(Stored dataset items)
**********

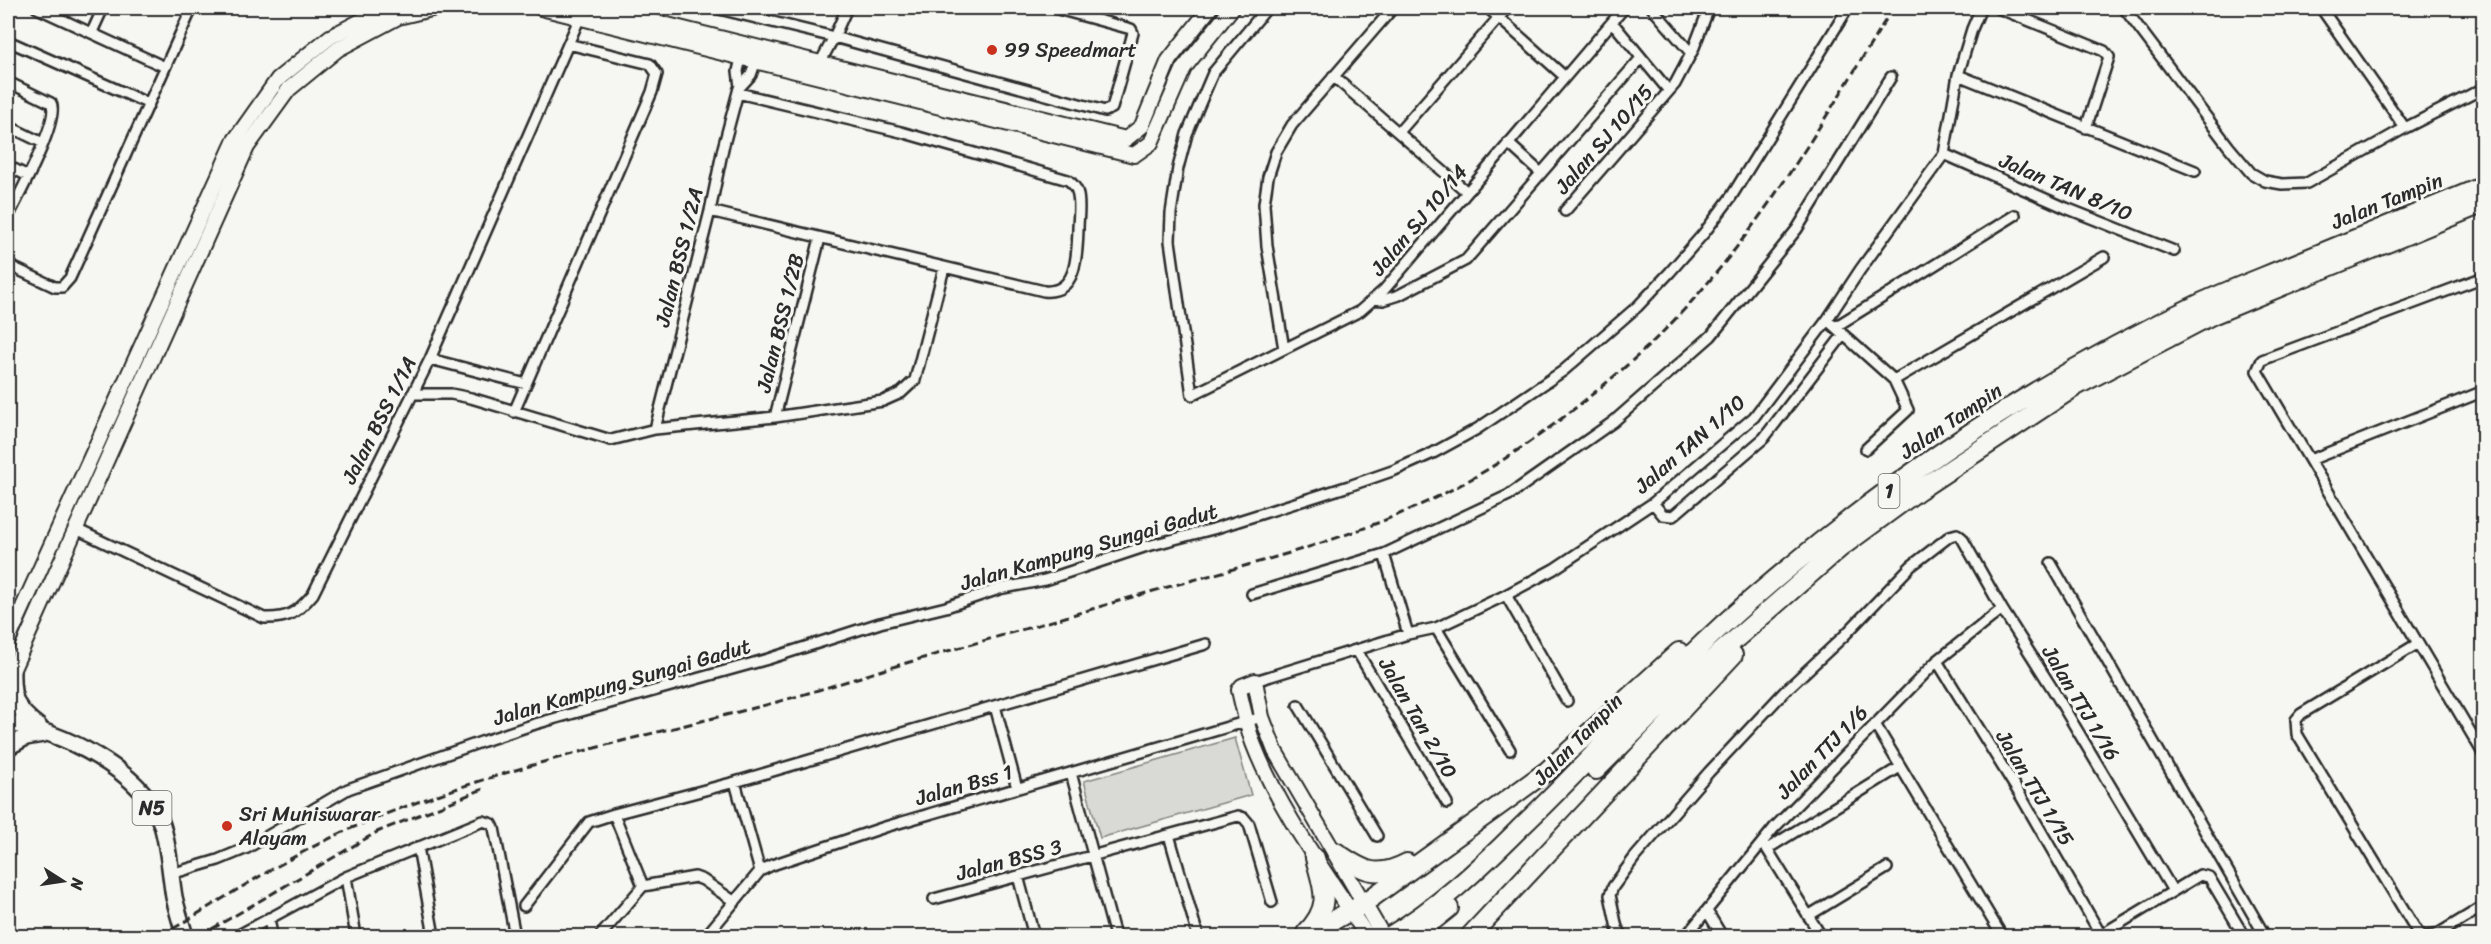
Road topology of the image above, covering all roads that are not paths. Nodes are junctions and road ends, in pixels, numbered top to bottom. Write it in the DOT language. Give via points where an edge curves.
graph roads {
  1 [pos="37,8"];
  2 [pos="102,8"];
  3 [pos="192,8"];
  4 [pos="386,8"];
  5 [pos="436,8"];
  6 [pos="541,8"];
  7 [pos="599,8"];
  8 [pos="715,8"];
  9 [pos="846,8"];
  10 [pos="1054,8"];
  11 [pos="1210,8"];
  12 [pos="1232,8"];
  13 [pos="1267,8"];
  14 [pos="1393,8"];
  15 [pos="1488,8"];
  16 [pos="1507,8"];
  17 [pos="1624,8"];
  18 [pos="1652,8"];
  19 [pos="1709,8"];
  20 [pos="1848,8"];
  21 [pos="1981,8"];
  22 [pos="1998,8"];
  23 [pos="2124,8"];
  24 [pos="2321,8"];
  25 [pos="582,11"];
  26 [pos="631,12"];
  27 [pos="1498,17"];
  28 [pos="1612,22"];
  29 [pos="92,32"];
  30 [pos="834,37"];
  31 [pos="8,41"];
  32 [pos="568,44"];
  33 [pos="745,44"];
  34 [pos="759,47"];
  35 [pos="1691,53"];
  36 [pos="742,58"];
  37 [pos="1641,58"];
  38 [pos="756,62"];
  39 [pos="820,63"];
  40 [pos="165,67"];
  41 [pos="1958,75"];
  42 [pos="1334,76"];
  43 [pos="1565,77"];
  44 [pos="1891,78"];
  45 [pos="8,82"];
  46 [pos="2484,88"];
  47 [pos="739,90"];
  48 [pos="1669,90"];
  49 [pos="147,103"];
  50 [pos="8,126"];
  51 [pos="2086,128"];
  52 [pos="2405,128"];
  53 [pos="1399,132"];
  54 [pos="43,143"];
  55 [pos="1508,143"];
  56 [pos="1944,154"];
  57 [pos="8,166"];
  58 [pos="2195,171"];
  59 [pos="1541,173"];
  60 [pos="28,176"];
  61 [pos="2484,186"];
  62 [pos="1467,192"];
  63 [pos="2484,203"];
  64 [pos="710,211"];
  65 [pos="1565,211"];
  66 [pos="2015,215"];
  67 [pos="8,217"];
  68 [pos="820,238"];
  69 [pos="2174,251"];
  70 [pos="2104,257"];
  71 [pos="8,265"];
  72 [pos="944,268"];
  73 [pos="2484,277"];
  74 [pos="1373,299"];
  75 [pos="1827,320"];
  76 [pos="1835,327"];
  77 [pos="1844,335"];
  78 [pos="1284,349"];
  79 [pos="430,359"];
  80 [pos="1894,380"];
  81 [pos="526,384"];
  82 [pos="2484,391"];
  83 [pos="412,394"];
  84 [pos="514,412"];
  85 [pos="775,417"];
  86 [pos="655,429"];
  87 [pos="1866,449"];
  88 [pos="2310,460"];
  89 [pos="1653,503"];
  90 [pos="76,529"];
  91 [pos="1384,554"];
  92 [pos="2052,562"];
  93 [pos="1252,594"];
  94 [pos="1506,595"];
  95 [pos="2002,609"];
  96 [pos="1767,611"];
  97 [pos="1737,612"];
  98 [pos="1436,628"];
  99 [pos="1408,634"];
  100 [pos="8,640"];
  101 [pos="1206,644"];
  102 [pos="2417,644"];
  103 [pos="1357,651"];
  104 [pos="1937,661"];
  105 [pos="10,676"];
  106 [pos="1255,681"];
  107 [pos="1568,700"];
  108 [pos="1298,705"];
  109 [pos="995,706"];
  110 [pos="1262,717"];
  111 [pos="1247,722"];
  112 [pos="8,723"];
  113 [pos="1875,724"];
  114 [pos="46,733"];
  115 [pos="8,747"];
  116 [pos="1509,750"];
  117 [pos="2484,755"];
  118 [pos="1900,766"];
  119 [pos="1071,772"];
  120 [pos="735,782"];
  121 [pos="1017,788"];
  122 [pos="1447,803"];
  123 [pos="614,814"];
  124 [pos="1169,835"];
  125 [pos="1377,836"];
  126 [pos="1447,844"];
  127 [pos="1765,845"];
  128 [pos="418,847"];
  129 [pos="1336,852"];
  130 [pos="1094,855"];
  131 [pos="1315,858"];
  132 [pos="1887,868"];
  133 [pos="760,871"];
  134 [pos="171,874"];
  135 [pos="1018,876"];
  136 [pos="346,877"];
  137 [pos="643,886"];
  138 [pos="2173,891"];
  139 [pos="934,899"];
  140 [pos="735,902"];
  141 [pos="1272,902"];
  142 [pos="524,906"];
  143 [pos="2484,906"];
  144 [pos="1357,907"];
  145 [pos="1707,911"];
  146 [pos="1492,914"];
  147 [pos="1808,916"];
  148 [pos="269,918"];
  149 [pos="185,936"];
  150 [pos="237,936"];
  151 [pos="272,936"];
  152 [pos="356,936"];
  153 [pos="434,936"];
  154 [pos="514,936"];
  155 [pos="600,936"];
  156 [pos="706,936"];
  157 [pos="1034,936"];
  158 [pos="1115,936"];
  159 [pos="1198,936"];
  160 [pos="1304,936"];
  161 [pos="1367,936"];
  162 [pos="1383,936"];
  163 [pos="1390,936"];
  164 [pos="1414,936"];
  165 [pos="1470,936"];
  166 [pos="1476,936"];
  167 [pos="1623,936"];
  168 [pos="1686,936"];
  169 [pos="1722,936"];
  170 [pos="1821,936"];
  171 [pos="2002,936"];
  172 [pos="2100,936"];
  173 [pos="2244,936"];
  174 [pos="2265,936"];
  175 [pos="2426,936"];
  1 -- 29 [label="street"];
  2 -- 29 [label="street"];
  3 -- 40 [label="street"];
  4 -- 100 [label="street" via="330,37 278,79 235,140"];
  5 -- 90 [label="street" via="398,17 338,49 289,89 247,147"];
  6 -- 25 [label="street"];
  7 -- 26 [label="street"];
  8 -- 30 [label="street"];
  9 -- 30 [label="street"];
  10 -- 30 [label="street" via="1131,29 1130,48 1112,108 1105,111"];
  11 -- 39 [label="street" via="1169,60 1142,126 1126,139"];
  12 -- 38 [label="street" via="1184,68 1151,143 1134,155"];
  13 -- 78 [label="street, Jalan SJ 10/14" via="1213,73 1187,134 1178,168 1170,241 1192,395"];
  14 -- 42 [label="street"];
  15 -- 27 [label="street"];
  16 -- 27 [label="street"];
  17 -- 28 [label="street, Jalan SJ 10/14"];
  18 -- 35 [label="street"];
  19 -- 35 [label="street, Jalan SJ 10/15"];
  20 -- 134 [label="street, Jalan Kampung Sungai Gadut" via="1731,197 1662,280 1563,371 1477,429 1433,453 1349,486 1214,529 481,742 348,789 247,848"];
  21 -- 41 [label="street, Jalan TAN 1/10"];
  22 -- 51 [label="street" via="2104,51 2109,57"];
  23 -- 52 [label="street" via="2229,147 2251,173 2265,181 2307,183"];
  24 -- 52 [label="street"];
  25 -- 32 [label="street, Jalan BSS 1/1A"];
  25 -- 36 [label="street"];
  26 -- 33 [label="street"];
  27 -- 43 [label="street"];
  27 -- 53 [label="street"];
  28 -- 37 [label="street"];
  28 -- 43 [label="street, Jalan SJ 10/14"];
  29 -- 40 [label="street"];
  30 -- 39 [label="street"];
  31 -- 49 [label="street"];
  32 -- 79 [label="street, Jalan BSS 1/1A"];
  32 -- 81 [label="street" via="650,64 657,74"];
  33 -- 34 [label="street"];
  33 -- 36 [label="street"];
  34 -- 38 [label="street"];
  34 -- 39 [label="street"];
  35 -- 48 [label="street, Jalan SJ 10/15"];
  36 -- 38 [label="street"];
  36 -- 47 [label="street"];
  37 -- 48 [label="street"];
  37 -- 59 [label="street"];
  38 -- 47 [label="street"];
  40 -- 49 [label="street"];
  41 -- 51 [label="street"];
  41 -- 56 [label="street, Jalan TAN 1/10"];
  42 -- 53 [label="street"];
  42 -- 78 [label="street" via="1292,125 1276,152 1268,177 1264,204 1267,246"];
  43 -- 55 [label="street, Jalan SJ 10/14"];
  44 -- 91 [label="street" via="1797,229 1711,336 1613,422 1509,495"];
  45 -- 54 [label="street" via="54,107"];
  46 -- 52 [label="street"];
  47 -- 64 [label="street, Jalan BSS 1/2A"];
  47 -- 72 [label="street" via="1068,180 1076,188 1077,257 1066,285 1054,292 1044,291"];
  48 -- 65 [label="street, Jalan SJ 10/15"];
  49 -- 71 [label="street" via="70,278 62,287 55,287"];
  50 -- 54 [label="street"];
  51 -- 58 [label="street"];
  53 -- 62 [label="street"];
  54 -- 60 [label="street"];
  55 -- 59 [label="street"];
  55 -- 62 [label="street, Jalan SJ 10/14"];
  56 -- 69 [label="street, Jalan TAN 8/10"];
  56 -- 75 [label="street, Jalan TAN 1/10"];
  57 -- 60 [label="street"];
  59 -- 74 [label="street" via="1466,260 1400,295"];
  60 -- 67 [label="street"];
  61 -- 97 [label="highway, Jalan Tampin / 1" via="2204,302 2072,369 1909,476"];
  62 -- 74 [label="street, Jalan SJ 10/14"];
  63 -- 96 [label="highway, Jalan Tampin / 1" via="2212,315 2076,386 1919,490 1840,548"];
  64 -- 68 [label="street"];
  64 -- 86 [label="street, Jalan BSS 1/2A"];
  66 -- 76 [label="street"];
  68 -- 72 [label="street"];
  68 -- 85 [label="street, Jalan BSS 1/2B"];
  70 -- 80 [label="street"];
  72 -- 85 [label="street" via="915,380 901,393 883,401"];
  73 -- 88 [label="street" via="2262,360 2257,371"];
  74 -- 78 [label="street, Jalan SJ 10/14" via="1360,310"];
  75 -- 76 [label="street"];
  75 -- 89 [label="street, Jalan TAN 1/10" via="1754,417"];
  76 -- 77 [label="street"];
  77 -- 80 [label="street"];
  77 -- 89 [label="street" via="1764,438 1673,516 1663,515"];
  79 -- 81 [label="street"];
  79 -- 83 [label="street, Jalan BSS 1/1A"];
  80 -- 87 [label="street" via="1908,411"];
  81 -- 84 [label="street"];
  82 -- 88 [label="street"];
  83 -- 84 [label="street" via="451,394"];
  83 -- 90 [label="street, Jalan BSS 1/1A" via="313,594 301,609 281,619 264,618"];
  84 -- 86 [label="street" via="611,440"];
  85 -- 86 [label="street"];
  88 -- 102 [label="street"];
  89 -- 94 [label="street, Jalan TAN 1/10" via="1554,569"];
  90 -- 105 [label="street"];
  91 -- 93 [label="street"];
  91 -- 99 [label="street"];
  92 -- 174 [label="street"];
  94 -- 98 [label="street, Jalan TAN 1/10"];
  94 -- 107 [label="street"];
  95 -- 104 [label="street, Jalan TTJ 1/6"];
  95 -- 138 [label="street, Jalan TTJ 1/16"];
  95 -- 167 [label="street, Jalan TTJ 1/16" via="1957,534 1911,566 1784,692 1635,857 1610,896"];
  96 -- 146 [label="highway" via="1754,633"];
  96 -- 164 [label="highway, Jalan Tampin / 1"];
  97 -- 126 [label="highway" via="1677,652 1548,771"];
  97 -- 163 [label="highway, Jalan Tampin / 1" via="1490,858"];
  98 -- 99 [label="street, Jalan TAN 1/10"];
  98 -- 116 [label="street"];
  99 -- 103 [label="street, Jalan TAN 1/10"];
  101 -- 109 [label="street"];
  102 -- 117 [label="street"];
  102 -- 175 [label="street" via="2301,714 2296,727 2412,924"];
  103 -- 106 [label="street, Jalan TAN 1/10"];
  103 -- 122 [label="street, Jalan Tan 2/10"];
  104 -- 113 [label="street, Jalan TTJ 1/6"];
  104 -- 172 [label="street, Jalan TTJ 1/15" via="2022,798"];
  105 -- 114 [label="main road" via="21,713"];
  106 -- 110 [label="street"];
  106 -- 111 [label="street" via="1239,690"];
  108 -- 125 [label="street"];
  109 -- 120 [label="street"];
  109 -- 121 [label="street"];
  110 -- 111 [label="street, Jalan Bss 1"];
  110 -- 129 [label="street" via="1292,784"];
  111 -- 119 [label="street, Jalan Bss 1"];
  111 -- 131 [label="street" via="1267,774"];
  112 -- 114 [label="main road, N5"];
  113 -- 118 [label="street"];
  113 -- 127 [label="street, Jalan TTJ 1/6" via="1774,828"];
  114 -- 115 [label="main road" via="26,737"];
  114 -- 134 [label="main road, N5" via="96,755 140,790 161,822"];
  118 -- 127 [label="street"];
  118 -- 171 [label="street"];
  119 -- 121 [label="street, Jalan Bss 1"];
  119 -- 130 [label="street"];
  120 -- 123 [label="street"];
  120 -- 133 [label="street"];
  121 -- 133 [label="street, Jalan Bss 1" via="877,829"];
  123 -- 137 [label="street"];
  123 -- 142 [label="street" via="589,822"];
  124 -- 130 [label="street, Jalan BSS 3"];
  124 -- 141 [label="street, Jalan BSS 3" via="1238,816 1244,818"];
  124 -- 159 [label="street"];
  126 -- 129 [label="highway" via="1393,870 1375,873"];
  126 -- 144 [label="highway"];
  127 -- 145 [label="street, Jalan TTJ 1/6"];
  127 -- 147 [label="street"];
  128 -- 136 [label="street"];
  128 -- 153 [label="street"];
  128 -- 154 [label="street" via="479,822 488,822 494,828"];
  129 -- 144 [label="street"];
  130 -- 135 [label="street, Jalan BSS 3"];
  130 -- 158 [label="street"];
  131 -- 144 [label="street"];
  131 -- 160 [label="highway" via="1324,893 1323,907"];
  132 -- 147 [label="street"];
  133 -- 140 [label="street"];
  134 -- 149 [label="main road, N5"];
  135 -- 139 [label="street, Jalan BSS 3"];
  135 -- 157 [label="street"];
  136 -- 148 [label="street"];
  136 -- 152 [label="street"];
  137 -- 140 [label="street" via="695,877"];
  137 -- 155 [label="street"];
  138 -- 172 [label="street"];
  138 -- 173 [label="street" via="2200,875 2209,877"];
  140 -- 156 [label="street"];
  143 -- 175 [label="street" via="2436,935"];
  144 -- 160 [label="highway"];
  144 -- 161 [label="street"];
  144 -- 162 [label="street"];
  145 -- 168 [label="street, Jalan TTJ 1/6"];
  145 -- 169 [label="street"];
  146 -- 165 [label="highway"];
  146 -- 166 [label="highway"];
  147 -- 170 [label="street"];
  148 -- 150 [label="street"];
  148 -- 151 [label="street"];
}
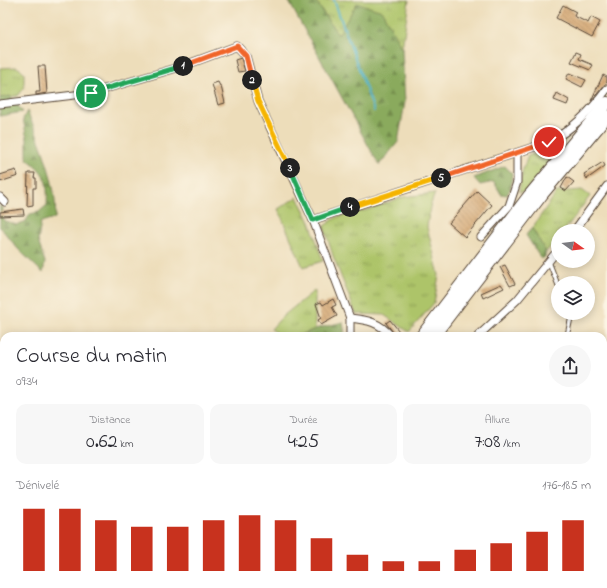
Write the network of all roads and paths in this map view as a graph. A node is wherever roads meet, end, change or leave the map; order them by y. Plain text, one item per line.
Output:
1 (607, 89) edge
2 (607, 102) edge
3 (0, 104) edge
4 (607, 116) edge
5 (517, 154) junction
6 (607, 186) edge
7 (313, 220) junction
8 (579, 224) edge
9 (481, 237) dead end
10 (551, 259) edge
11 (549, 262) junction
12 (554, 276) edge
13 (350, 318) junction
14 (570, 320) edge
15 (350, 332) edge
16 (387, 332) edge
17 (425, 332) edge
18 (436, 332) edge
19 (482, 332) edge
20 (568, 332) edge

1 - 5 street
2 - 17 highway
3 - 7 street
4 - 18 highway
5 - 7 street
5 - 9 street
6 - 8 street
7 - 13 street
10 - 11 street
11 - 12 lane
11 - 19 street
13 - 15 street
13 - 16 street
14 - 20 lane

**********

WHAT YOU WILL DO
For the word "main", show every line of the entries that holds it.

RESULT OF THIS TASK
  105 -- 114 [label="main road" via="21,713"];
  112 -- 114 [label="main road, N5"];
  114 -- 115 [label="main road" via="26,737"];
  114 -- 134 [label="main road, N5" via="96,755 140,790 161,822"];
  134 -- 149 [label="main road, N5"];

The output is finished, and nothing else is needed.